With nothing left to lose, Charlie takes a leave of absence from his job to drive through New England, hoping to make peace with himself. Christmas is approaching when Charlie leaves New York, heading to Vermont to ski. But a sudden, blinding snowstorm strands him in a small Massachusetts town. There, as if by chance, Charlie meets an elderly widow who offers to rent him her most precious possession: a remote, exquisite lakeside chateau. Hidden deep in the woods, it once belonged to a woman who lived and died there two centuries before.

Her name was Sarah Ferguson. And from the moment Charlie sets foot inside the chateau's graceful depths, he feels her presence, and longs to know more about the life she led. It is Christmas Eve when Charlie first glimpses her, a beautiful young woman with jet black hair. He thinks it is a neighbor playing a joke on him, until he finds her diaries hidden away in an old trunk. As he begins to turn the brittle, dusty pages, Sarah Ferguson comes alive.

Intrigued and unafraid, Charlie immerses himself in the diaries, eager to learn more about the woman for whom the house was built. Sarah's first entry is dated 1789, the year she arrived in America. Without self-pity or sentiment, she writes of her harrowing journey from her native England, having fled the brutality of her aristocratic husband. Settling in Massachusetts, Sarah finds an unfamiliar land seething with the turbulence of the Indian wars.

Determined to start a new life in the vast new world, Sarah finds freedom - and danger - as she builds her home in the wilderness and meets a man who will transform her life. His name is Franois de Pellerin, a French nobleman adopted by Indians and drawn into the battle for the growing nation. Their fateful union is a testament to a love so powerful it reaches across the centuries.

And for Charlie Waterston, caught between Sarah's world and his own, their story is a gift - one that gives him the courage to let go of his past, and the freedom to grasp a future that is right before his eyes.

Industry Reviews

"Complete with Steel's trademark poignancy but minus the glitz and glamour so evident in many of her novels, The Ghost is an outstanding read." - Maudeen Wachsmith, Amazon

Praise for Danielle Steel:

“Steel is one of the best!” - Los Angeles Times

“Few modern writers convey the pathos of family and material life with such heartfelt empathy.” - The Philadelphia Inquirer “Steel pulls out all the emotional stops... She delivers!” - Publishers Weekly

“What counts for the reader is the ring of authenticity.” - San Francisco Chronicle

In the driving rain of a November day, the cab from London to Heathrow took forever. It was so dark it looked like late afternoon, and Charlie Waterston could barely see out the windows as familiar landmarks slid past him. It was only ten o'clock in the morning. And as he leaned his head back against the seat and closed his eyes, he felt as bleak as the weather all around him.

It was hard to believe it had all come to an end. Ten years in London gone, finished, closed, and suddenly behind him. Even now, it was difficult to believe any of it had happened. It had all been so perfect when it began. It had been the start of a life, a career, a decade of excitement and happiness for him in London. And now suddenly, at forty-two, he felt as though all the good times were over. He had begun the long, slow trip down the other side of the mountain. For the past year, he had felt as though his life was slowly and steadily unraveling.

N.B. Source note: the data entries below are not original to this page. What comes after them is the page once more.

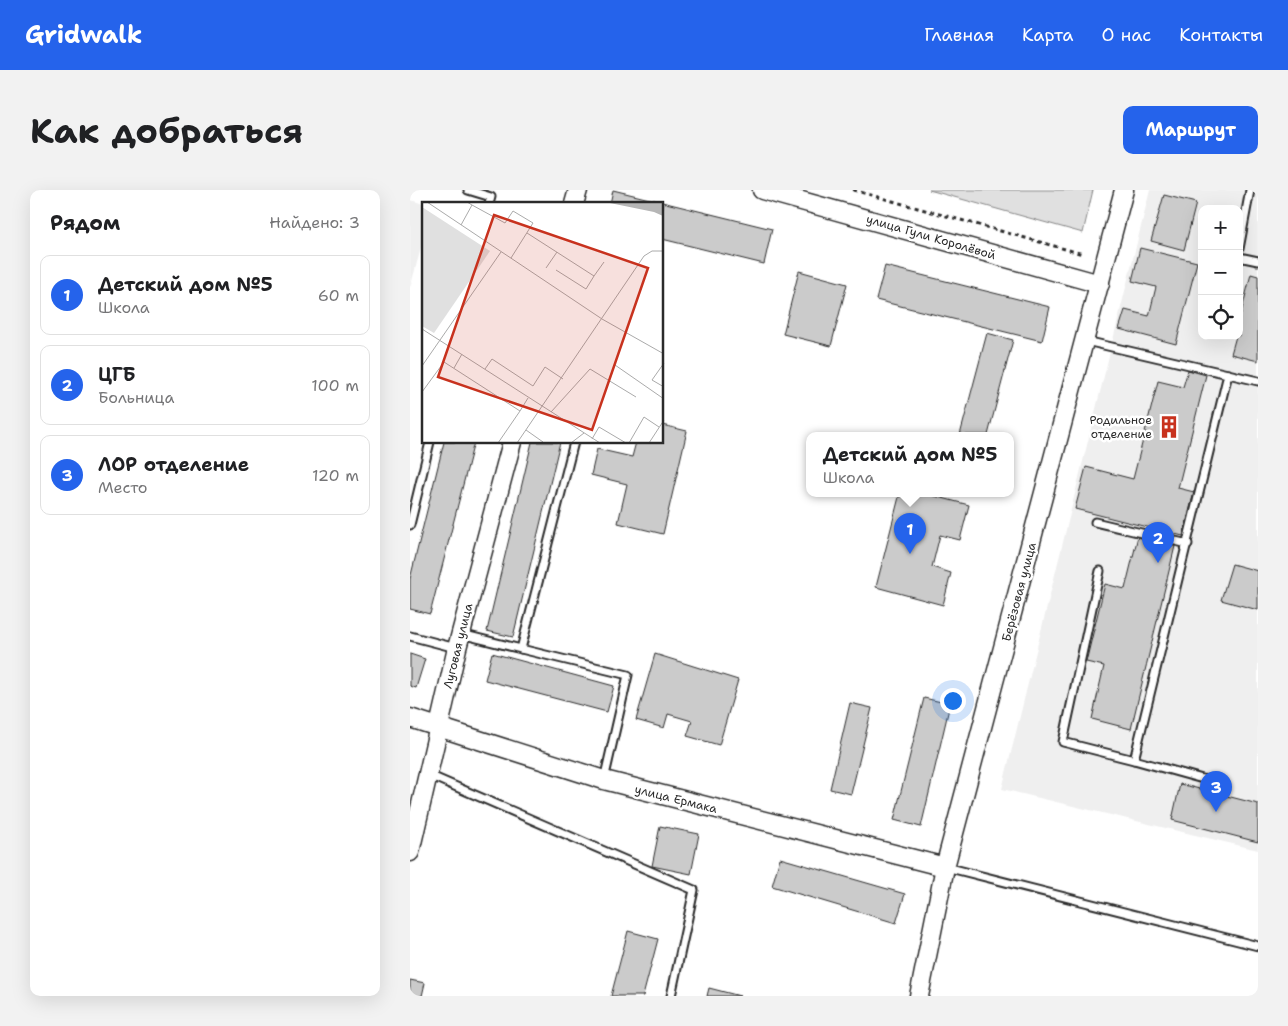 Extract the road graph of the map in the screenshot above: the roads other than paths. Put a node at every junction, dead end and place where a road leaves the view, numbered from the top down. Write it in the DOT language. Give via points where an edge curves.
graph roads {
  1 [pos="468,190"];
  2 [pos="762,190"];
  3 [pos="1124,190"];
  4 [pos="1250,190"];
  5 [pos="490,202"];
  6 [pos="1243,228"];
  7 [pos="1243,258"];
  8 [pos="1258,261"];
  9 [pos="1100,284"];
  10 [pos="1086,341"];
  11 [pos="1228,374"];
  12 [pos="1258,381"];
  13 [pos="430,444"];
  14 [pos="511,444"];
  15 [pos="573,444"];
  16 [pos="1095,522"];
  17 [pos="410,525"];
  18 [pos="1188,544"];
  19 [pos="1100,571"];
  20 [pos="410,636"];
  21 [pos="459,641"];
  22 [pos="521,649"];
  23 [pos="410,718"];
  24 [pos="438,726"];
  25 [pos="1134,760"];
  26 [pos="428,775"];
  27 [pos="604,780"];
  28 [pos="1217,783"];
  29 [pos="410,852"];
  30 [pos="945,867"];
  31 [pos="1258,946"];
  32 [pos="672,996"];
  33 [pos="919,996"];
  1 -- 5 [label="lane" via="491,197"];
  2 -- 9 [label="street, улица Гули Королёвой"];
  3 -- 9 [label="street, Берёзовая улица"];
  4 -- 6 [label="lane"];
  7 -- 8 [label="lane"];
  9 -- 10 [label="street, Берёзовая улица"];
  10 -- 11 [label="lane"];
  10 -- 30 [label="street, Берёзовая улица"];
  11 -- 12 [label="lane"];
  11 -- 18 [label="lane"];
  13 -- 17 [label="lane"];
  14 -- 21 [label="street, Луговая улица"];
  15 -- 22 [label="lane"];
  16 -- 18 [label="lane"];
  18 -- 25 [label="lane"];
  19 -- 25 [label="lane" via="1064,742"];
  20 -- 21 [label="lane"];
  21 -- 22 [label="lane"];
  21 -- 24 [label="street, Луговая улица"];
  22 -- 27 [label="lane" via="628,675"];
  23 -- 24 [label="street, улица Ермака"];
  24 -- 26 [label="street, Луговая улица"];
  24 -- 27 [label="street, улица Ермака"];
  25 -- 28 [label="lane"];
  26 -- 29 [label="street, Луговая улица"];
  26 -- 32 [label="lane" via="694,890"];
  27 -- 30 [label="street, улица Ермака"];
  30 -- 31 [label="lane"];
  30 -- 33 [label="street, Берёзовая улица"];
}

The reality of it still amazed him.

And as the cab stopped at the airport finally, the driver turned and looked at him with a raised eyebrow. 'Goin' back to the States, are you, sir?' Charlie hesitated for a fraction of a second and then nodded. Yes, he was. Going back to the States. After ten years in London. Nine of them with Carole. Gone now. All of it. In a matter of moments.

'Yes, I am,' he said, not sounding like himself, but the driver couldn't know that. All he could see was a well-dressed man in a well-cut English suit and a Burberry raincoat. He had an expensive umbrella with him, a well-worn briefcase that he carried contracts and documents in. But even with all his well-chosen accessories, he didn't look English. He looked like what he was, a handsome American who'd lived in Europe for years. He was completely at home here. And it terrified him more than a little that he was leaving. He couldn't even imagine living in New York again. But he'd been forced into it, and the timing had been perfect. There was no point staying here now anyway, without Carole.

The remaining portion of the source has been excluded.